**EXERCISE OBJECTIVE:**
Would you retype each of the records exactly as shown?

**Saved entries:**
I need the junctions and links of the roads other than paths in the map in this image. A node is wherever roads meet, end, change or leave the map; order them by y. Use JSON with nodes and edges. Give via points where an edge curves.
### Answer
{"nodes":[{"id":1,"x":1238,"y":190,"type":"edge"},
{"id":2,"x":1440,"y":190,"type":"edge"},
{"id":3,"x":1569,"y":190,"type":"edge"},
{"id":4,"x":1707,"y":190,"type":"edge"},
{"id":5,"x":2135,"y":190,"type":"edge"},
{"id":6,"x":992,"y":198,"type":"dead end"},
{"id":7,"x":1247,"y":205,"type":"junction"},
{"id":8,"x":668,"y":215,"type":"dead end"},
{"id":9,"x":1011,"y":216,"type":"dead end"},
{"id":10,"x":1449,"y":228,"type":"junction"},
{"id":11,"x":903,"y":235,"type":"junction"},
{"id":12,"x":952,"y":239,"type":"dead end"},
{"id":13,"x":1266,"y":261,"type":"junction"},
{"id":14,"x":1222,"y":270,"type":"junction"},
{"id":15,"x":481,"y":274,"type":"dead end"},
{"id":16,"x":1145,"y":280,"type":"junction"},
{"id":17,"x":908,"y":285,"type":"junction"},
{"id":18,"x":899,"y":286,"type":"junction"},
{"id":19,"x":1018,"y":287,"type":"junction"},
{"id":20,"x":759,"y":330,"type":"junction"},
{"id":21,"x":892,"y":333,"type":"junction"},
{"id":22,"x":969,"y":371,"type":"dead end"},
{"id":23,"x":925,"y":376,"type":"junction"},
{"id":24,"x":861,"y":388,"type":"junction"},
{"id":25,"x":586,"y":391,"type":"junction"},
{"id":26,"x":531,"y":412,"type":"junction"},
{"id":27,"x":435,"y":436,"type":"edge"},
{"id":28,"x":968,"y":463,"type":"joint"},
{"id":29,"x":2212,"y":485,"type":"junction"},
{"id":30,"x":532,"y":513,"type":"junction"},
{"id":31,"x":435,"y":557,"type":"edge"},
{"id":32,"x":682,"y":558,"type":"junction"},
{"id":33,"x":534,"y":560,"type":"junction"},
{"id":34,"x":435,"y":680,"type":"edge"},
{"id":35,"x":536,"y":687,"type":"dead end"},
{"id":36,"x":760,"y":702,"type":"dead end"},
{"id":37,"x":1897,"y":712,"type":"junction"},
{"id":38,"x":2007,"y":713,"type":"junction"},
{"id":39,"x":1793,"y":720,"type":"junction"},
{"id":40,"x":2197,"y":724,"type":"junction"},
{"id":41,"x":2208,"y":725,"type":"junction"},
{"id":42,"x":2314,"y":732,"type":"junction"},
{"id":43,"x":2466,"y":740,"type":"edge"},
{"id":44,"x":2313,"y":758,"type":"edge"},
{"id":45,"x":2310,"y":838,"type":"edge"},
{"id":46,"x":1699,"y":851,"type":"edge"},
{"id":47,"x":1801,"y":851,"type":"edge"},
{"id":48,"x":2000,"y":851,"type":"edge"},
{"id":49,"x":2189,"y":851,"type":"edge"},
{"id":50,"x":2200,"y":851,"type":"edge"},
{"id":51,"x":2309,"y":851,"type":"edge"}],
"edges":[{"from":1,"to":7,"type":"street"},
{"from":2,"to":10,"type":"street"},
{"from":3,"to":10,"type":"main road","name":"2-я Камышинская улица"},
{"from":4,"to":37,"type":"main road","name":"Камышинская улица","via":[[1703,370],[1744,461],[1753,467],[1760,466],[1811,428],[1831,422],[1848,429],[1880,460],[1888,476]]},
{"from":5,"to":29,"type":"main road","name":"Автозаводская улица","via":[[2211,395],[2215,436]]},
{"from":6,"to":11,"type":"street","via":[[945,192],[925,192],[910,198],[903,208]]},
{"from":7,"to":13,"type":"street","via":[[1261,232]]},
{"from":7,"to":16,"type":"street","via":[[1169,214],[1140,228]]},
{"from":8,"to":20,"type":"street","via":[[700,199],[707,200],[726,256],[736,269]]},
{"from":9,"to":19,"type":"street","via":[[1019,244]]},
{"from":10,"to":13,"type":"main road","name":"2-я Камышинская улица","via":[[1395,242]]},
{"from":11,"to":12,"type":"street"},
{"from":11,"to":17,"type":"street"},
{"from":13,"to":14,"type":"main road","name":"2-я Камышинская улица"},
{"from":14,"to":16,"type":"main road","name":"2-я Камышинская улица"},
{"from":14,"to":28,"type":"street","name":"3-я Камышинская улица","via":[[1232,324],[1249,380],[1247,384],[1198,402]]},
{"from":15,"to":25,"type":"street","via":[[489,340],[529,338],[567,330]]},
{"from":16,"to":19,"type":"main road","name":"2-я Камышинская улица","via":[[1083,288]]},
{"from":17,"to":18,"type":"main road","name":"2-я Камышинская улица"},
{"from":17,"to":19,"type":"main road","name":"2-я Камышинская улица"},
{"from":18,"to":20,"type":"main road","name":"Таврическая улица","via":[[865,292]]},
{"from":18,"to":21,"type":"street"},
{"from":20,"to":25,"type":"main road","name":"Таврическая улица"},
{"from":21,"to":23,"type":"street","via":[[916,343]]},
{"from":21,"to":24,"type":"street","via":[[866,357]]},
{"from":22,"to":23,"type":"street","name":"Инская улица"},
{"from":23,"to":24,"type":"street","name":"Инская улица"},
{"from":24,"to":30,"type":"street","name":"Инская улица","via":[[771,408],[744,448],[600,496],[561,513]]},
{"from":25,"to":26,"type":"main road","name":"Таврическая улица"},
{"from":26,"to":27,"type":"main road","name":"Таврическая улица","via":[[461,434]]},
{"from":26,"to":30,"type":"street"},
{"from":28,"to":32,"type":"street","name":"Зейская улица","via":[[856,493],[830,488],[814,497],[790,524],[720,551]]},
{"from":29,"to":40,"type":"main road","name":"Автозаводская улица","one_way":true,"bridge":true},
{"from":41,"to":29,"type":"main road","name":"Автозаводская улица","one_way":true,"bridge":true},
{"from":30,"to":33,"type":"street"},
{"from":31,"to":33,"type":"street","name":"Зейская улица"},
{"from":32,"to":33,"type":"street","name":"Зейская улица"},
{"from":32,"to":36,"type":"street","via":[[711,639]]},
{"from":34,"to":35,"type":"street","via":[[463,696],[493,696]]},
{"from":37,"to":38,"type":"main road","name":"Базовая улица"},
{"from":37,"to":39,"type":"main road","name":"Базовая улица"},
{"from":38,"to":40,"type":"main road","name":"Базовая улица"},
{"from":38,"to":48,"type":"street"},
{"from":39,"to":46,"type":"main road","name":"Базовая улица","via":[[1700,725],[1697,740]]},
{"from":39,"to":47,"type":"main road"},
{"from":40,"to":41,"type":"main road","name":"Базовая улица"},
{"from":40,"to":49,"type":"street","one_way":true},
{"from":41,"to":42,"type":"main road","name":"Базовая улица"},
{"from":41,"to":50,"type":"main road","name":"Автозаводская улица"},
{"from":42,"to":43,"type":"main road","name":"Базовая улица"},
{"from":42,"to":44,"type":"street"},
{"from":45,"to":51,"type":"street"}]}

**EXERCISE SOLUTION:**
I need the junctions and links of the roads other than paths in the map in this image. A node is wherever roads meet, end, change or leave the map; order them by y. Use JSON with nodes and edges. Give via points where an edge curves.
### Answer
{"nodes":[{"id":1,"x":1238,"y":190,"type":"edge"},
{"id":2,"x":1440,"y":190,"type":"edge"},
{"id":3,"x":1569,"y":190,"type":"edge"},
{"id":4,"x":1707,"y":190,"type":"edge"},
{"id":5,"x":2135,"y":190,"type":"edge"},
{"id":6,"x":992,"y":198,"type":"dead end"},
{"id":7,"x":1247,"y":205,"type":"junction"},
{"id":8,"x":668,"y":215,"type":"dead end"},
{"id":9,"x":1011,"y":216,"type":"dead end"},
{"id":10,"x":1449,"y":228,"type":"junction"},
{"id":11,"x":903,"y":235,"type":"junction"},
{"id":12,"x":952,"y":239,"type":"dead end"},
{"id":13,"x":1266,"y":261,"type":"junction"},
{"id":14,"x":1222,"y":270,"type":"junction"},
{"id":15,"x":481,"y":274,"type":"dead end"},
{"id":16,"x":1145,"y":280,"type":"junction"},
{"id":17,"x":908,"y":285,"type":"junction"},
{"id":18,"x":899,"y":286,"type":"junction"},
{"id":19,"x":1018,"y":287,"type":"junction"},
{"id":20,"x":759,"y":330,"type":"junction"},
{"id":21,"x":892,"y":333,"type":"junction"},
{"id":22,"x":969,"y":371,"type":"dead end"},
{"id":23,"x":925,"y":376,"type":"junction"},
{"id":24,"x":861,"y":388,"type":"junction"},
{"id":25,"x":586,"y":391,"type":"junction"},
{"id":26,"x":531,"y":412,"type":"junction"},
{"id":27,"x":435,"y":436,"type":"edge"},
{"id":28,"x":968,"y":463,"type":"joint"},
{"id":29,"x":2212,"y":485,"type":"junction"},
{"id":30,"x":532,"y":513,"type":"junction"},
{"id":31,"x":435,"y":557,"type":"edge"},
{"id":32,"x":682,"y":558,"type":"junction"},
{"id":33,"x":534,"y":560,"type":"junction"},
{"id":34,"x":435,"y":680,"type":"edge"},
{"id":35,"x":536,"y":687,"type":"dead end"},
{"id":36,"x":760,"y":702,"type":"dead end"},
{"id":37,"x":1897,"y":712,"type":"junction"},
{"id":38,"x":2007,"y":713,"type":"junction"},
{"id":39,"x":1793,"y":720,"type":"junction"},
{"id":40,"x":2197,"y":724,"type":"junction"},
{"id":41,"x":2208,"y":725,"type":"junction"},
{"id":42,"x":2314,"y":732,"type":"junction"},
{"id":43,"x":2466,"y":740,"type":"edge"},
{"id":44,"x":2313,"y":758,"type":"edge"},
{"id":45,"x":2310,"y":838,"type":"edge"},
{"id":46,"x":1699,"y":851,"type":"edge"},
{"id":47,"x":1801,"y":851,"type":"edge"},
{"id":48,"x":2000,"y":851,"type":"edge"},
{"id":49,"x":2189,"y":851,"type":"edge"},
{"id":50,"x":2200,"y":851,"type":"edge"},
{"id":51,"x":2309,"y":851,"type":"edge"}],
"edges":[{"from":1,"to":7,"type":"street"},
{"from":2,"to":10,"type":"street"},
{"from":3,"to":10,"type":"main road","name":"2-я Камышинская улица"},
{"from":4,"to":37,"type":"main road","name":"Камышинская улица","via":[[1703,370],[1744,461],[1753,467],[1760,466],[1811,428],[1831,422],[1848,429],[1880,460],[1888,476]]},
{"from":5,"to":29,"type":"main road","name":"Автозаводская улица","via":[[2211,395],[2215,436]]},
{"from":6,"to":11,"type":"street","via":[[945,192],[925,192],[910,198],[903,208]]},
{"from":7,"to":13,"type":"street","via":[[1261,232]]},
{"from":7,"to":16,"type":"street","via":[[1169,214],[1140,228]]},
{"from":8,"to":20,"type":"street","via":[[700,199],[707,200],[726,256],[736,269]]},
{"from":9,"to":19,"type":"street","via":[[1019,244]]},
{"from":10,"to":13,"type":"main road","name":"2-я Камышинская улица","via":[[1395,242]]},
{"from":11,"to":12,"type":"street"},
{"from":11,"to":17,"type":"street"},
{"from":13,"to":14,"type":"main road","name":"2-я Камышинская улица"},
{"from":14,"to":16,"type":"main road","name":"2-я Камышинская улица"},
{"from":14,"to":28,"type":"street","name":"3-я Камышинская улица","via":[[1232,324],[1249,380],[1247,384],[1198,402]]},
{"from":15,"to":25,"type":"street","via":[[489,340],[529,338],[567,330]]},
{"from":16,"to":19,"type":"main road","name":"2-я Камышинская улица","via":[[1083,288]]},
{"from":17,"to":18,"type":"main road","name":"2-я Камышинская улица"},
{"from":17,"to":19,"type":"main road","name":"2-я Камышинская улица"},
{"from":18,"to":20,"type":"main road","name":"Таврическая улица","via":[[865,292]]},
{"from":18,"to":21,"type":"street"},
{"from":20,"to":25,"type":"main road","name":"Таврическая улица"},
{"from":21,"to":23,"type":"street","via":[[916,343]]},
{"from":21,"to":24,"type":"street","via":[[866,357]]},
{"from":22,"to":23,"type":"street","name":"Инская улица"},
{"from":23,"to":24,"type":"street","name":"Инская улица"},
{"from":24,"to":30,"type":"street","name":"Инская улица","via":[[771,408],[744,448],[600,496],[561,513]]},
{"from":25,"to":26,"type":"main road","name":"Таврическая улица"},
{"from":26,"to":27,"type":"main road","name":"Таврическая улица","via":[[461,434]]},
{"from":26,"to":30,"type":"street"},
{"from":28,"to":32,"type":"street","name":"Зейская улица","via":[[856,493],[830,488],[814,497],[790,524],[720,551]]},
{"from":29,"to":40,"type":"main road","name":"Автозаводская улица","one_way":true,"bridge":true},
{"from":41,"to":29,"type":"main road","name":"Автозаводская улица","one_way":true,"bridge":true},
{"from":30,"to":33,"type":"street"},
{"from":31,"to":33,"type":"street","name":"Зейская улица"},
{"from":32,"to":33,"type":"street","name":"Зейская улица"},
{"from":32,"to":36,"type":"street","via":[[711,639]]},
{"from":34,"to":35,"type":"street","via":[[463,696],[493,696]]},
{"from":37,"to":38,"type":"main road","name":"Базовая улица"},
{"from":37,"to":39,"type":"main road","name":"Базовая улица"},
{"from":38,"to":40,"type":"main road","name":"Базовая улица"},
{"from":38,"to":48,"type":"street"},
{"from":39,"to":46,"type":"main road","name":"Базовая улица","via":[[1700,725],[1697,740]]},
{"from":39,"to":47,"type":"main road"},
{"from":40,"to":41,"type":"main road","name":"Базовая улица"},
{"from":40,"to":49,"type":"street","one_way":true},
{"from":41,"to":42,"type":"main road","name":"Базовая улица"},
{"from":41,"to":50,"type":"main road","name":"Автозаводская улица"},
{"from":42,"to":43,"type":"main road","name":"Базовая улица"},
{"from":42,"to":44,"type":"street"},
{"from":45,"to":51,"type":"street"}]}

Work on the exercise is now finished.